**Exercise:** Output the lines of the records below exactly, beginning at their first line and ending at the line with "pinky mcp: (166, 205)"; include no pictures.

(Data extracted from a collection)
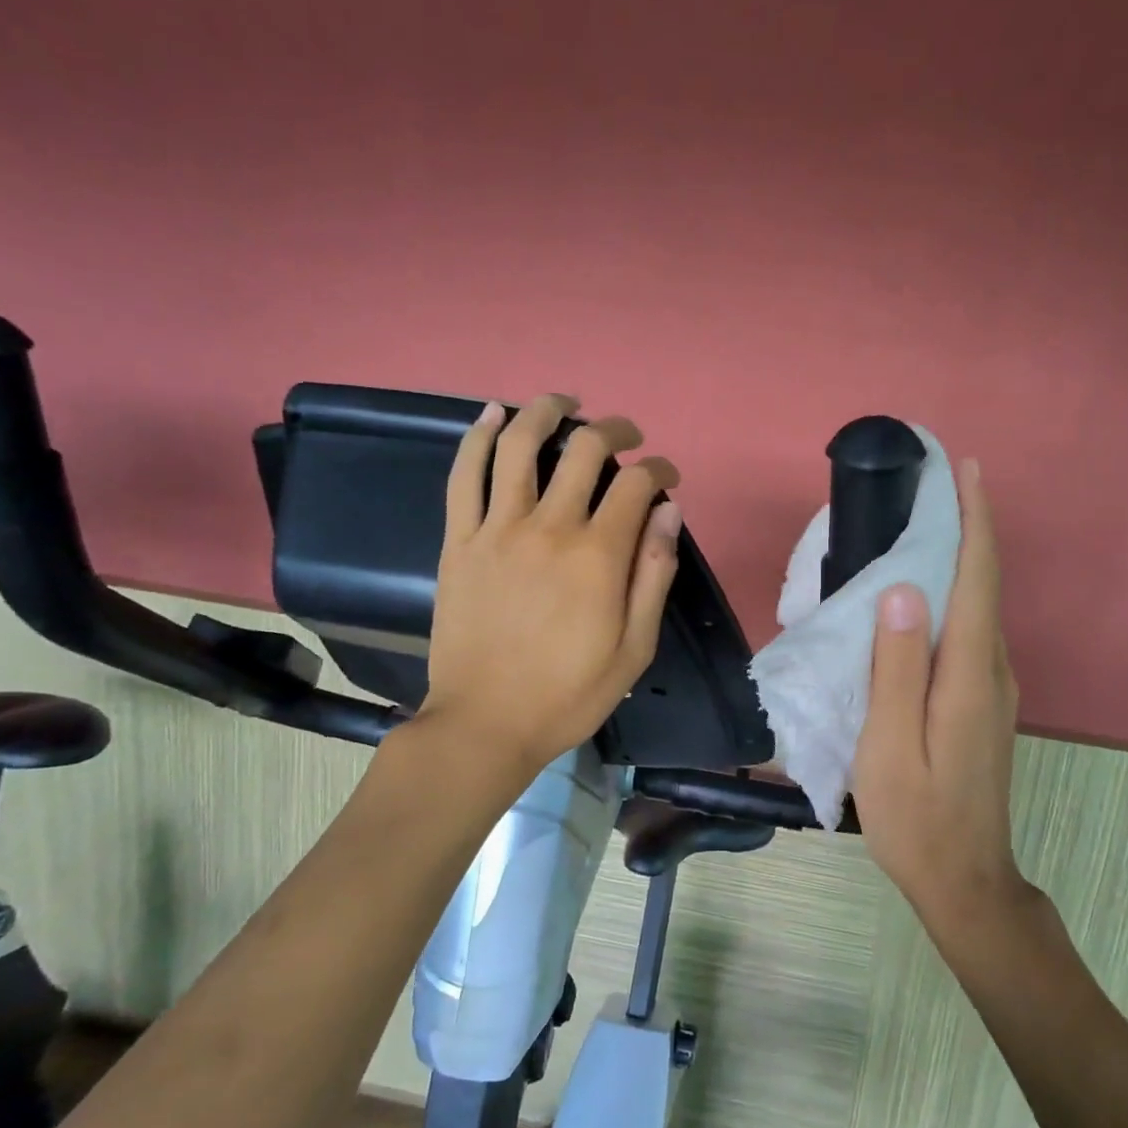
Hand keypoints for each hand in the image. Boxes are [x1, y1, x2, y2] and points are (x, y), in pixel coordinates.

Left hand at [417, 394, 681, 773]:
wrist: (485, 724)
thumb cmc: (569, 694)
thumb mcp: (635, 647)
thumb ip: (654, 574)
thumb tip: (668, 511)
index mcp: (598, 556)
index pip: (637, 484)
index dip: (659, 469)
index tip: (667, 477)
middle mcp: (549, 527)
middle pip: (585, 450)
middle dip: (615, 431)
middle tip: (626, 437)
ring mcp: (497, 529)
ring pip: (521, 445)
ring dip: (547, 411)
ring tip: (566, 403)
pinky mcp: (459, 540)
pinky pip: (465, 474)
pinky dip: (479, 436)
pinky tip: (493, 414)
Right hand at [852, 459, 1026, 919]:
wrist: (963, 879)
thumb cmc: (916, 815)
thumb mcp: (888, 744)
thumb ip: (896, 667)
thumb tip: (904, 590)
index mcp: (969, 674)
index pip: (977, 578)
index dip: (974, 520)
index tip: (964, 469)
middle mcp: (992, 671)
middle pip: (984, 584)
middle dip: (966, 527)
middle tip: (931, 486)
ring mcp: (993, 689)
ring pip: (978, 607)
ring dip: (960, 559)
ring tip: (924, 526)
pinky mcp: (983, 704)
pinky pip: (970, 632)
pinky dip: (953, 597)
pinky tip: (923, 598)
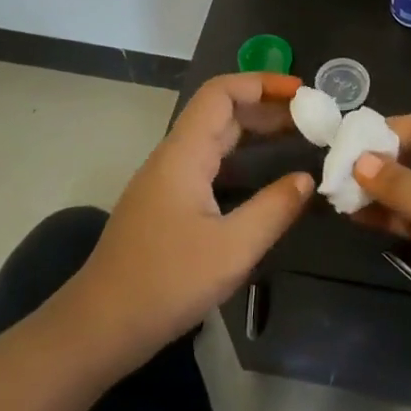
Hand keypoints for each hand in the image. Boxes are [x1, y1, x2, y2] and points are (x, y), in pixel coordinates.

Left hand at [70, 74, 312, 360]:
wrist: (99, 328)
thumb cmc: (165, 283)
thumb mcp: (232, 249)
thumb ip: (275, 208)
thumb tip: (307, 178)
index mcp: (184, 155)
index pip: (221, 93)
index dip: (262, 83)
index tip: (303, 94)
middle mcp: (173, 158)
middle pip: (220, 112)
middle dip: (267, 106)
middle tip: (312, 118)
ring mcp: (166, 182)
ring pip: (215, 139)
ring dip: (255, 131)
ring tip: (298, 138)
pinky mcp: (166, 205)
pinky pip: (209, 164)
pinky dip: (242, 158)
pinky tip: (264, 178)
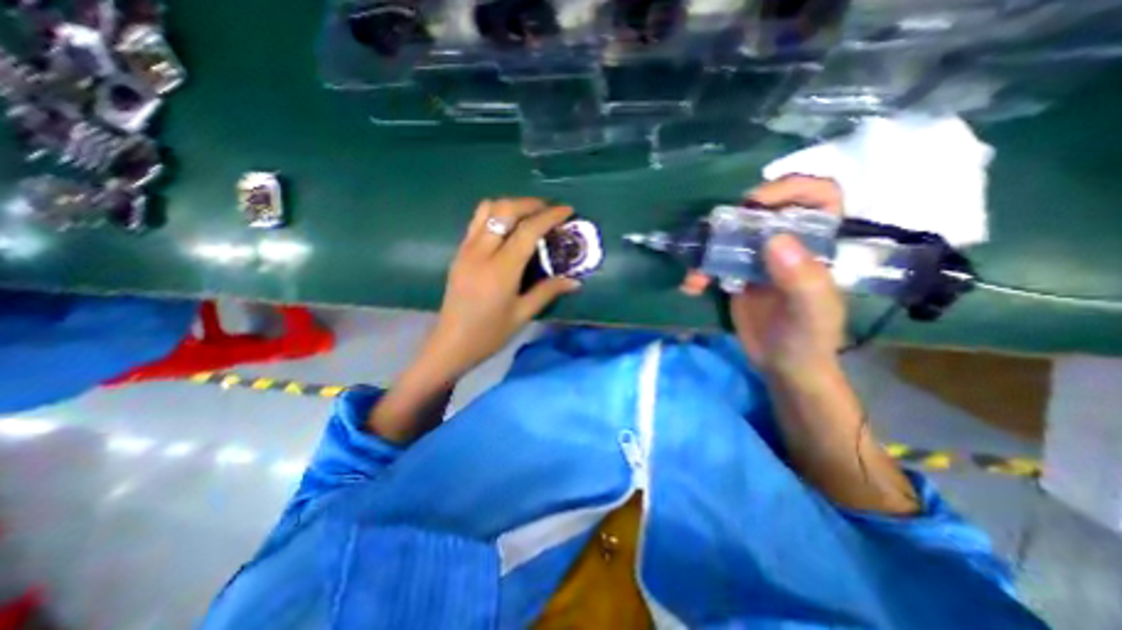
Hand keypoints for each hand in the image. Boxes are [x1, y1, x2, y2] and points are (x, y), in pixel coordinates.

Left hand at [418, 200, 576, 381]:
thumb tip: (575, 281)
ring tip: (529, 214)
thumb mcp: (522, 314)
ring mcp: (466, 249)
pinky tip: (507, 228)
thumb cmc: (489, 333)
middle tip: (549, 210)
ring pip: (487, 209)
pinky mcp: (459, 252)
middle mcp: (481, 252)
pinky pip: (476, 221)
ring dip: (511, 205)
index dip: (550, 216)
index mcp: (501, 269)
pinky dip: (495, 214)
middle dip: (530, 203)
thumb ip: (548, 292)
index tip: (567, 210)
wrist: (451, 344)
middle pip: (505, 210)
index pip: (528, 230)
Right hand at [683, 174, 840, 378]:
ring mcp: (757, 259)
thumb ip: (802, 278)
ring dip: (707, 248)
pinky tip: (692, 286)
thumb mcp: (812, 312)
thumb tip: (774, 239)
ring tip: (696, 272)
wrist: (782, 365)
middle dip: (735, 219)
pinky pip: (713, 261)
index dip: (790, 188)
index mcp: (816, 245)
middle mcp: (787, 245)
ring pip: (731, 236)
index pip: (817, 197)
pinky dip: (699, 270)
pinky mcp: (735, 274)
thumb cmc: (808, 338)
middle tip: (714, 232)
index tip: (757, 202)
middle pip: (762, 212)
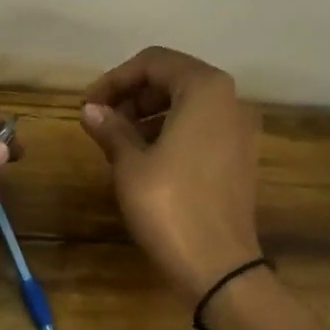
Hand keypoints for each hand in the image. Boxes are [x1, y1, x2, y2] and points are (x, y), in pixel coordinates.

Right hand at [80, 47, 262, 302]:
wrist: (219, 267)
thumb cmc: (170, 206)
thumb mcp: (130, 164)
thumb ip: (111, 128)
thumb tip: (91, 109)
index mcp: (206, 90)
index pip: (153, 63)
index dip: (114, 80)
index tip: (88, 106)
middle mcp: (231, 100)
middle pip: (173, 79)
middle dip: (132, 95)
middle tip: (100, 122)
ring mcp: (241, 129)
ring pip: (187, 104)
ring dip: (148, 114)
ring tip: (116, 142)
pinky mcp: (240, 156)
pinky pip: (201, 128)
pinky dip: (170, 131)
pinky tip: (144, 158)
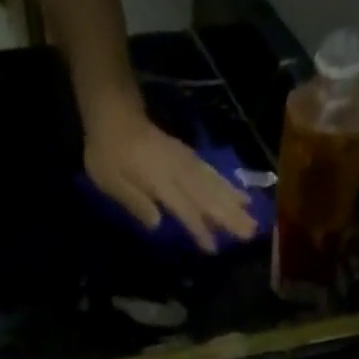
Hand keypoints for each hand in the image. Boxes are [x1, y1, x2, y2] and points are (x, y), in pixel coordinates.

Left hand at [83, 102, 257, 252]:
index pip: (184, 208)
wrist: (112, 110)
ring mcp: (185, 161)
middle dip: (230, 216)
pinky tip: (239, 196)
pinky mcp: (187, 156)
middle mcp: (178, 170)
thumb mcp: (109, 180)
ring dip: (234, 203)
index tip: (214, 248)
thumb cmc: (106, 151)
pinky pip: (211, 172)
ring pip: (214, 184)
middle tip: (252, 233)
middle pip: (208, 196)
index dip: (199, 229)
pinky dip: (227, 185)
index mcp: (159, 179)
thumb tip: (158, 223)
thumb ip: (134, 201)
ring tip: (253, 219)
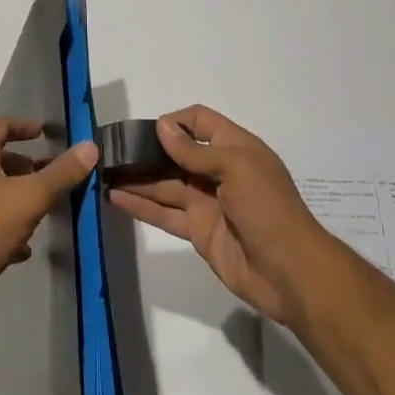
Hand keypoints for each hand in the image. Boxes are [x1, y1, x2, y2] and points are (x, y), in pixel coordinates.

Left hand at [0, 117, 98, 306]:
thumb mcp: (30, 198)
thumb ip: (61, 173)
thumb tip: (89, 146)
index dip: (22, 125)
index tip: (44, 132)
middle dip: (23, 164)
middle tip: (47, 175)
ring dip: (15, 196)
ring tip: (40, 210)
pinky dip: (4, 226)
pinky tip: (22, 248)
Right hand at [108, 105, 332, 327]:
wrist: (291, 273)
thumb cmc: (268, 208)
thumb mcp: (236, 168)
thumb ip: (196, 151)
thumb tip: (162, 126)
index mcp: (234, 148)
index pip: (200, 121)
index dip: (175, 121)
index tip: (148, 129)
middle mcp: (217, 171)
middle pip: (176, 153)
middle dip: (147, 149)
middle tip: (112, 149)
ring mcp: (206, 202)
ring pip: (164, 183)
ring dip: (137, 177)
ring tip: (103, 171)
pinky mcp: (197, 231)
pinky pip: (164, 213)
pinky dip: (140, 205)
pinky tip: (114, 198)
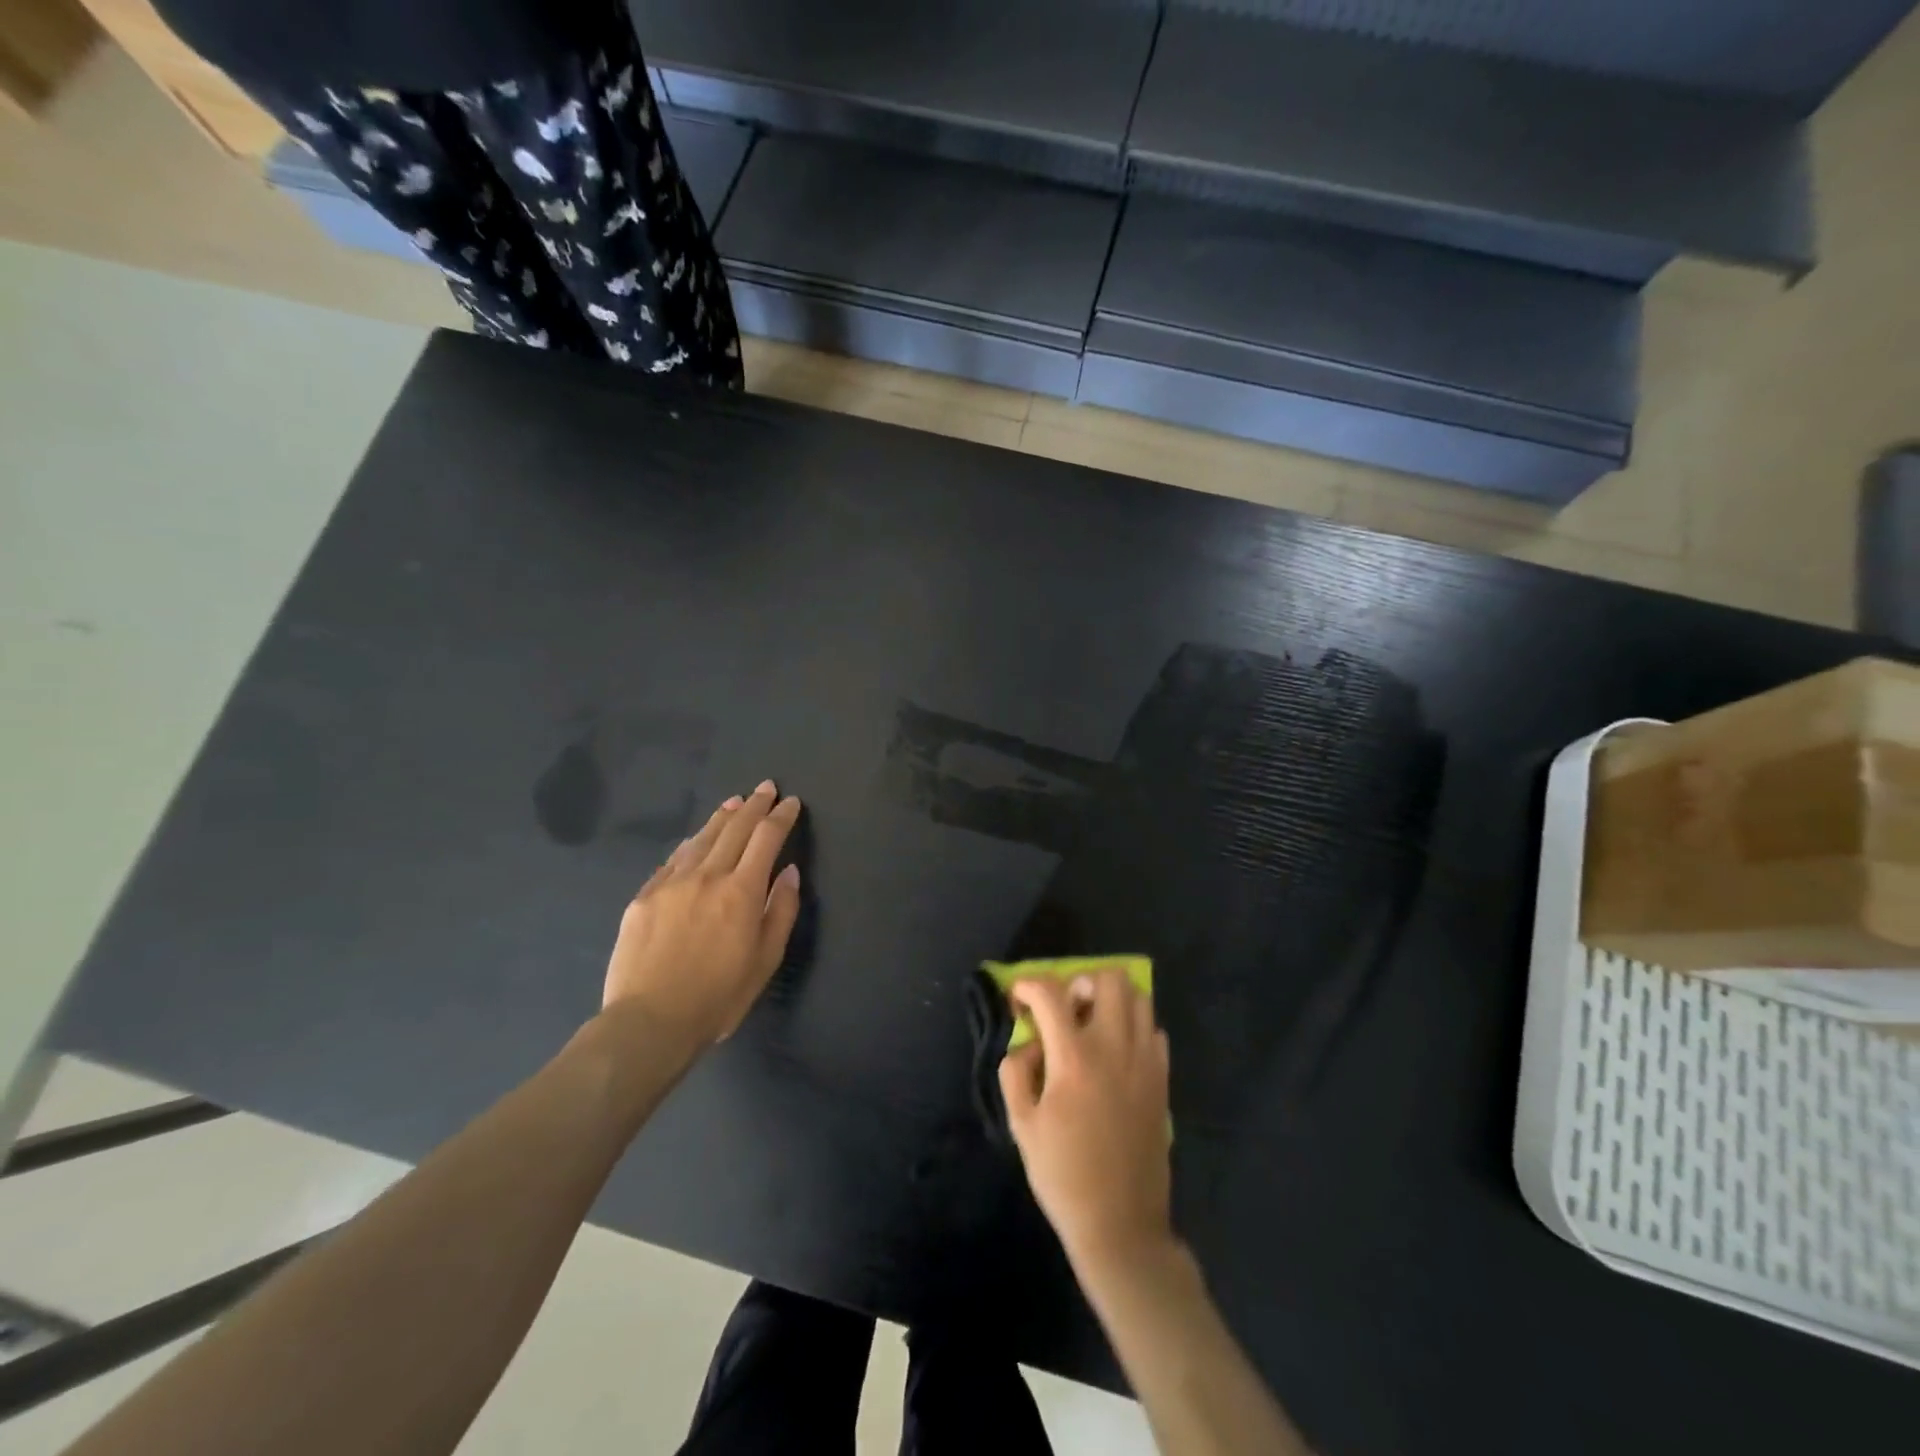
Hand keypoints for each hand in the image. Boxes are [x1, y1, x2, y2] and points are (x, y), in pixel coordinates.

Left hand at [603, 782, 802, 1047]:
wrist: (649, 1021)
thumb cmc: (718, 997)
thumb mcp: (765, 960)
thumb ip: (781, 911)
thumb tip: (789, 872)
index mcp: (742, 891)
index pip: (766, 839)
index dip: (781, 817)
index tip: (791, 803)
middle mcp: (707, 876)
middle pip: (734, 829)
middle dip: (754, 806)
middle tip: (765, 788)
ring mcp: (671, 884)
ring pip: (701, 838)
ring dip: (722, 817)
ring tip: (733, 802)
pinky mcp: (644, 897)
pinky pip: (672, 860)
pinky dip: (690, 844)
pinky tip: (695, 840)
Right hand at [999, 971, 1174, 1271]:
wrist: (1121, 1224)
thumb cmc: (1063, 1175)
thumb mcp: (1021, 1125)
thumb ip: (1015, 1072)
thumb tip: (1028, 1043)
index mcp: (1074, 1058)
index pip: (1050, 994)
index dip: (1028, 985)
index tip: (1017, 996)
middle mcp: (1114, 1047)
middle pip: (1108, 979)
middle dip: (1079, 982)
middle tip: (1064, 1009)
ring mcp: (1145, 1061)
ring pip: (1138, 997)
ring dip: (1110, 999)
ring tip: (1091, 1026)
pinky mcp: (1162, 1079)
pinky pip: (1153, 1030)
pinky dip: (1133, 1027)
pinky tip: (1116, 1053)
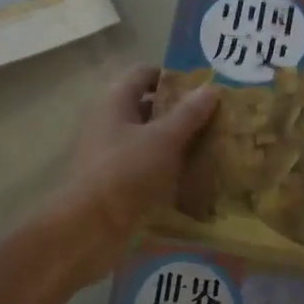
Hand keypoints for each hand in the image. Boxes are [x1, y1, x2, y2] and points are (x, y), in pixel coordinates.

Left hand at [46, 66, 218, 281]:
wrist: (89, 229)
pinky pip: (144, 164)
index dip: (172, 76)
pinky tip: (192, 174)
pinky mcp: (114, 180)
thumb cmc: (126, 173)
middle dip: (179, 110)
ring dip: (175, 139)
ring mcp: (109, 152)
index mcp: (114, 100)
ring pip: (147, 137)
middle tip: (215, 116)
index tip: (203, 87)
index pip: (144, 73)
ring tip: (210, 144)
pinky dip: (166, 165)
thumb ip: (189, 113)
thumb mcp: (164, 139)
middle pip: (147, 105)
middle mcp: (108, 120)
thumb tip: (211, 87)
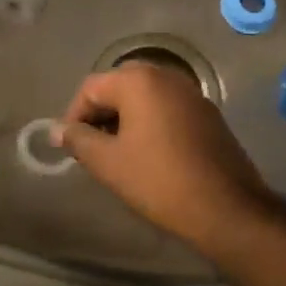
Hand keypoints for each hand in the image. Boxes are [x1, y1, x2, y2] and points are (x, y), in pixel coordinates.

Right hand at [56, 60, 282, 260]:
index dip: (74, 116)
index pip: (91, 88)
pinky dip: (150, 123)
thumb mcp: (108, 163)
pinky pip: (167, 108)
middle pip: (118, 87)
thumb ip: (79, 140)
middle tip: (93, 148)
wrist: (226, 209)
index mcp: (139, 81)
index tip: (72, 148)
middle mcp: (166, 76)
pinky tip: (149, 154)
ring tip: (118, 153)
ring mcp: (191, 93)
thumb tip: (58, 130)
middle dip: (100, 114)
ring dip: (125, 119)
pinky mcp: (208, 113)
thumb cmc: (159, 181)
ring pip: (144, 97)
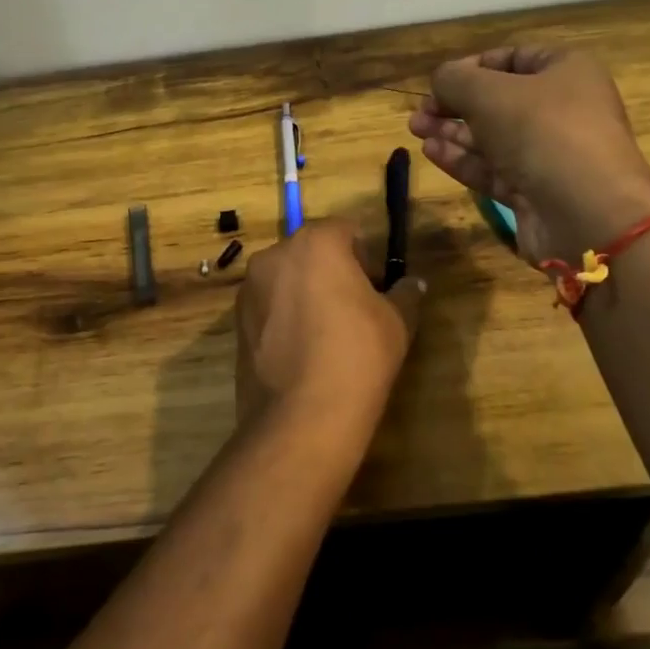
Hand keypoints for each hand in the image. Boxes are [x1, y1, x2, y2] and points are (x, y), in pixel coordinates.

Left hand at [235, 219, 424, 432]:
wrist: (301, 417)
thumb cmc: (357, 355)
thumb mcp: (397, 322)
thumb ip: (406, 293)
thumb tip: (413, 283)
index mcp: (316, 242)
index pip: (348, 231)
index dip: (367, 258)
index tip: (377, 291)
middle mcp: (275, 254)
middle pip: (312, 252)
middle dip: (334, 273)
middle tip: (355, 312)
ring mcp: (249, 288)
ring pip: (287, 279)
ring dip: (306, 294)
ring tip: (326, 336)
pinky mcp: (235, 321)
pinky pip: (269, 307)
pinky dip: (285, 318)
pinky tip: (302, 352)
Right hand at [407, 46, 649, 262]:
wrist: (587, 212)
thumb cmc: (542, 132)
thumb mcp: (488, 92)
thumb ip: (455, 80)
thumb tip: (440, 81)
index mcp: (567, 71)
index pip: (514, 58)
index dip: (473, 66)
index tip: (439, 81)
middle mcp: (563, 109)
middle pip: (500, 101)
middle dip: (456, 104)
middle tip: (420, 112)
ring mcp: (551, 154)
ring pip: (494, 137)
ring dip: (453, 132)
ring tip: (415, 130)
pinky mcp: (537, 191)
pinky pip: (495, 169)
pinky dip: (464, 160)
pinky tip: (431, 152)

**Result of this task:**
Hand keypoints for each hand in the image. Boxes are [x1, y1, x2, y2] and points are (x, y), in pixel coordinates.

Left hand at [417, 394, 681, 773]:
wrist: (485, 724)
thumb cmc: (569, 694)
thumb mcp: (635, 647)
thumb ip: (654, 574)
thumb tip: (668, 511)
index mcp: (598, 556)
index pip: (637, 484)
index dip: (659, 469)
index tip: (667, 477)
middle mcp: (549, 527)
middle pip: (585, 450)
middle dip: (615, 431)
middle tip: (626, 437)
ring mcp: (497, 529)
ring pip: (521, 445)
ring dip: (547, 411)
ring tip: (566, 403)
pinky mcp: (459, 540)
pinky pip: (465, 474)
pinky dip: (479, 436)
pinky tip: (493, 414)
Right hand at [852, 459, 1026, 919]:
wrist: (963, 879)
thumb cmc: (916, 815)
thumb mcp: (888, 744)
thumb ip: (896, 667)
thumb tip: (904, 590)
index mcp: (969, 674)
index pip: (977, 578)
index dip: (974, 520)
index tip: (964, 469)
middle mcp: (992, 671)
middle pip: (984, 584)
middle dip: (966, 527)
middle tip: (931, 486)
ring mcp: (993, 689)
ring pip: (978, 607)
ring dip: (960, 559)
ring tip: (924, 526)
pinky mcp: (983, 704)
pinky pip: (970, 632)
pinky dip: (953, 597)
pinky tip: (923, 598)
Hand keypoints for each hand in the image. Boxes are [x1, y1, x2, y2] and points are (x, y), in pixel coordinates.

Left hand at [70, 74, 312, 360]:
wrist: (99, 328)
thumb cmc: (165, 283)
thumb mcp: (232, 249)
thumb ip: (275, 208)
thumb tip: (307, 178)
index mcp: (184, 155)
index pip: (221, 93)
index dip: (262, 83)
index tip: (303, 94)
middle mcp: (173, 158)
middle pip: (220, 112)
middle dip: (267, 106)
middle tip: (312, 118)
ring mcp: (166, 182)
ring pip: (215, 139)
ring dip: (255, 131)
ring tip: (298, 138)
pinky mcp: (166, 205)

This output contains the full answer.